§ **Assignment**
Repeat the data that follows in full. Do not include the pictures.

§ **Given data**
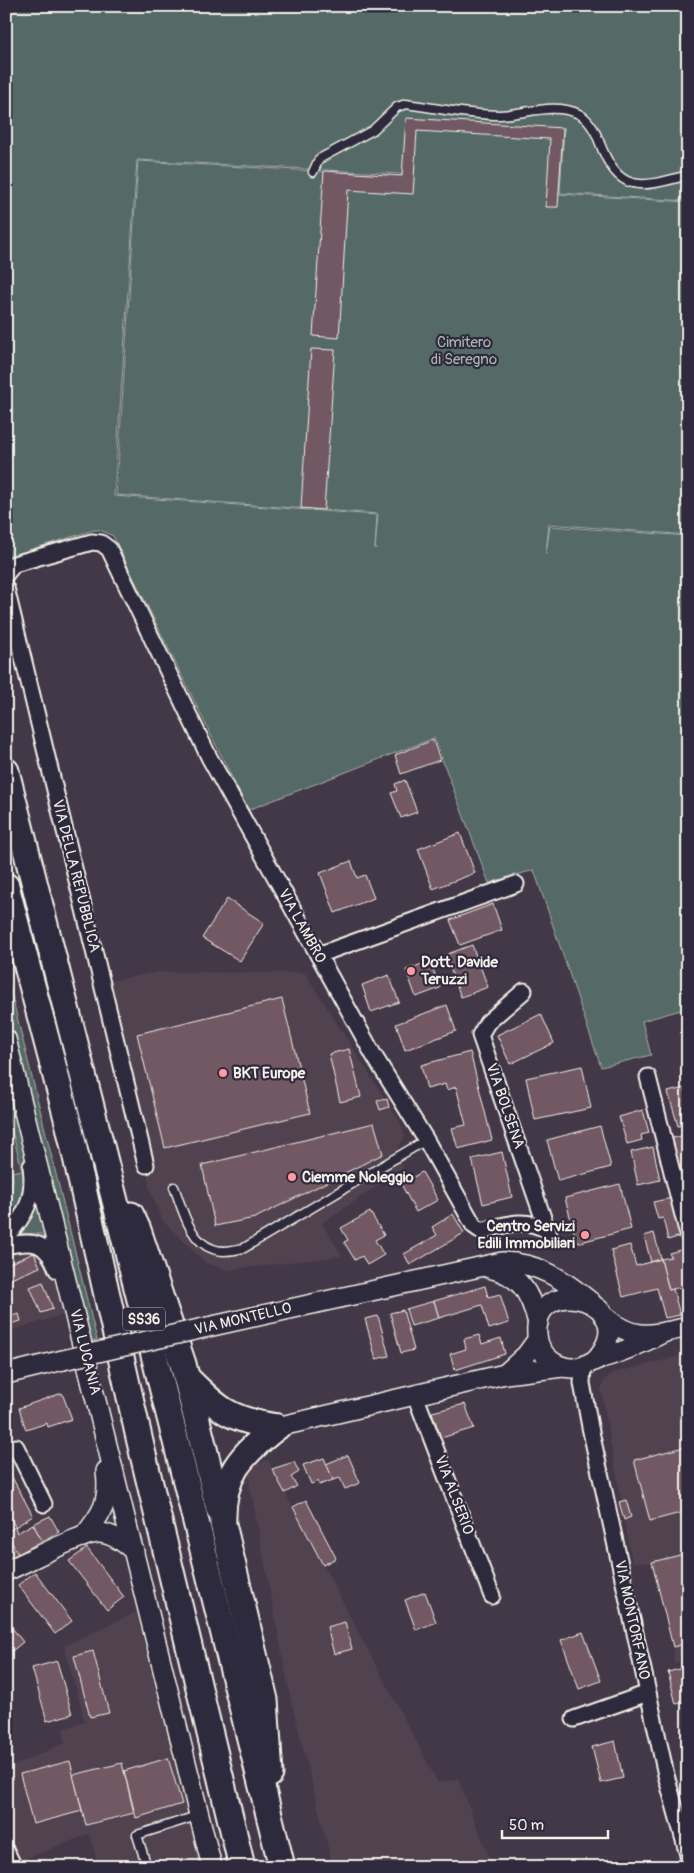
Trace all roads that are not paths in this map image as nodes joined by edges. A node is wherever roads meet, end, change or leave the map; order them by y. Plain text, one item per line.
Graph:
1 (313, 172) dead end
2 (688, 175) edge
3 (10, 569) edge
4 (6, 588) edge
5 (6, 771) edge
6 (516, 884) dead end
7 (6, 886) edge
8 (318, 954) junction
9 (524, 991) dead end
10 (6, 1039) edge
11 (9, 1056) edge
12 (648, 1077) dead end
13 (426, 1140) junction
14 (103, 1159) junction
15 (146, 1165) dead end
16 (174, 1187) dead end
17 (548, 1233) joint
18 (688, 1235) edge
19 (6, 1236) edge
20 (6, 1246) edge
21 (480, 1266) junction
22 (591, 1302) junction
23 (604, 1316) junction
24 (77, 1323) junction
25 (688, 1327) edge
26 (538, 1331) junction
27 (665, 1332) junction
28 (579, 1369) junction
29 (6, 1374) edge
30 (505, 1374) junction
31 (186, 1377) junction
32 (93, 1386) junction
33 (416, 1395) junction
34 (277, 1427) junction
35 (6, 1450) edge
36 (44, 1504) dead end
37 (223, 1524) junction
38 (83, 1537) junction
39 (134, 1551) junction
40 (6, 1571) edge
41 (492, 1596) dead end
42 (648, 1693) junction
43 (574, 1719) dead end
44 (266, 1799) junction
45 (200, 1815) junction
46 (6, 1851) edge
47 (688, 1855) edge
48 (14, 1867) edge
49 (147, 1867) edge
50 (212, 1867) edge
51 (242, 1867) edge
52 (282, 1867) edge

1 - 2 lane
3 - 8 street, VIA LAMBRO
4 - 15 street, VIA DELLA REPUBBLICA
5 - 14 highway, SS36
6 - 8 street
7 - 51 highway, SS36
8 - 13 street, VIA LAMBRO
9 - 17 street, VIA BOLSENA
10 - 11 street, VIA LUCANIA
11 - 19 street
11 - 24 street, VIA LUCANIA
12 - 18 street
13 - 16 lane
13 - 17 street, VIA LAMBRO
14 - 31 highway
14 - 44 highway, SS36
20 - 24 street
21 - 22 street, VIA MONTELLO
21 - 26 street, VIA MONTELLO
21 - 29 street, VIA MONTELLO, bridge
22 - 23 street
22 - 26 street
23 - 27 street
23 - 28 street
24 - 32 street, VIA LUCANIA
25 - 27 street
26 - 28 street
26 - 30 street
27 - 28 street
28 - 30 street
28 - 42 street, VIA MONTORFANO
30 - 33 street
31 - 34 highway
31 - 37 highway
32 - 38 street
32 - 39 street, VIA LUCANIA
33 - 34 street
33 - 41 street, VIA ALSERIO
34 - 37 highway
35 - 36 street
37 - 44 highway
38 - 39 street
38 - 40 street
39 - 45 street, VIA LUCANIA
42 - 43 street
42 - 47 street, VIA MONTORFANO
44 - 52 highway, SS36
45 - 49 lane
45 - 50 street, VIA LUCANIA
46 - 48 street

§ **Task answer**
Trace all roads that are not paths in this map image as nodes joined by edges. A node is wherever roads meet, end, change or leave the map; order them by y. Plain text, one item per line.
Graph:
1 (313, 172) dead end
2 (688, 175) edge
3 (10, 569) edge
4 (6, 588) edge
5 (6, 771) edge
6 (516, 884) dead end
7 (6, 886) edge
8 (318, 954) junction
9 (524, 991) dead end
10 (6, 1039) edge
11 (9, 1056) edge
12 (648, 1077) dead end
13 (426, 1140) junction
14 (103, 1159) junction
15 (146, 1165) dead end
16 (174, 1187) dead end
17 (548, 1233) joint
18 (688, 1235) edge
19 (6, 1236) edge
20 (6, 1246) edge
21 (480, 1266) junction
22 (591, 1302) junction
23 (604, 1316) junction
24 (77, 1323) junction
25 (688, 1327) edge
26 (538, 1331) junction
27 (665, 1332) junction
28 (579, 1369) junction
29 (6, 1374) edge
30 (505, 1374) junction
31 (186, 1377) junction
32 (93, 1386) junction
33 (416, 1395) junction
34 (277, 1427) junction
35 (6, 1450) edge
36 (44, 1504) dead end
37 (223, 1524) junction
38 (83, 1537) junction
39 (134, 1551) junction
40 (6, 1571) edge
41 (492, 1596) dead end
42 (648, 1693) junction
43 (574, 1719) dead end
44 (266, 1799) junction
45 (200, 1815) junction
46 (6, 1851) edge
47 (688, 1855) edge
48 (14, 1867) edge
49 (147, 1867) edge
50 (212, 1867) edge
51 (242, 1867) edge
52 (282, 1867) edge

1 - 2 lane
3 - 8 street, VIA LAMBRO
4 - 15 street, VIA DELLA REPUBBLICA
5 - 14 highway, SS36
6 - 8 street
7 - 51 highway, SS36
8 - 13 street, VIA LAMBRO
9 - 17 street, VIA BOLSENA
10 - 11 street, VIA LUCANIA
11 - 19 street
11 - 24 street, VIA LUCANIA
12 - 18 street
13 - 16 lane
13 - 17 street, VIA LAMBRO
14 - 31 highway
14 - 44 highway, SS36
20 - 24 street
21 - 22 street, VIA MONTELLO
21 - 26 street, VIA MONTELLO
21 - 29 street, VIA MONTELLO, bridge
22 - 23 street
22 - 26 street
23 - 27 street
23 - 28 street
24 - 32 street, VIA LUCANIA
25 - 27 street
26 - 28 street
26 - 30 street
27 - 28 street
28 - 30 street
28 - 42 street, VIA MONTORFANO
30 - 33 street
31 - 34 highway
31 - 37 highway
32 - 38 street
32 - 39 street, VIA LUCANIA
33 - 34 street
33 - 41 street, VIA ALSERIO
34 - 37 highway
35 - 36 street
37 - 44 highway
38 - 39 street
38 - 40 street
39 - 45 street, VIA LUCANIA
42 - 43 street
42 - 47 street, VIA MONTORFANO
44 - 52 highway, SS36
45 - 49 lane
45 - 50 street, VIA LUCANIA
46 - 48 street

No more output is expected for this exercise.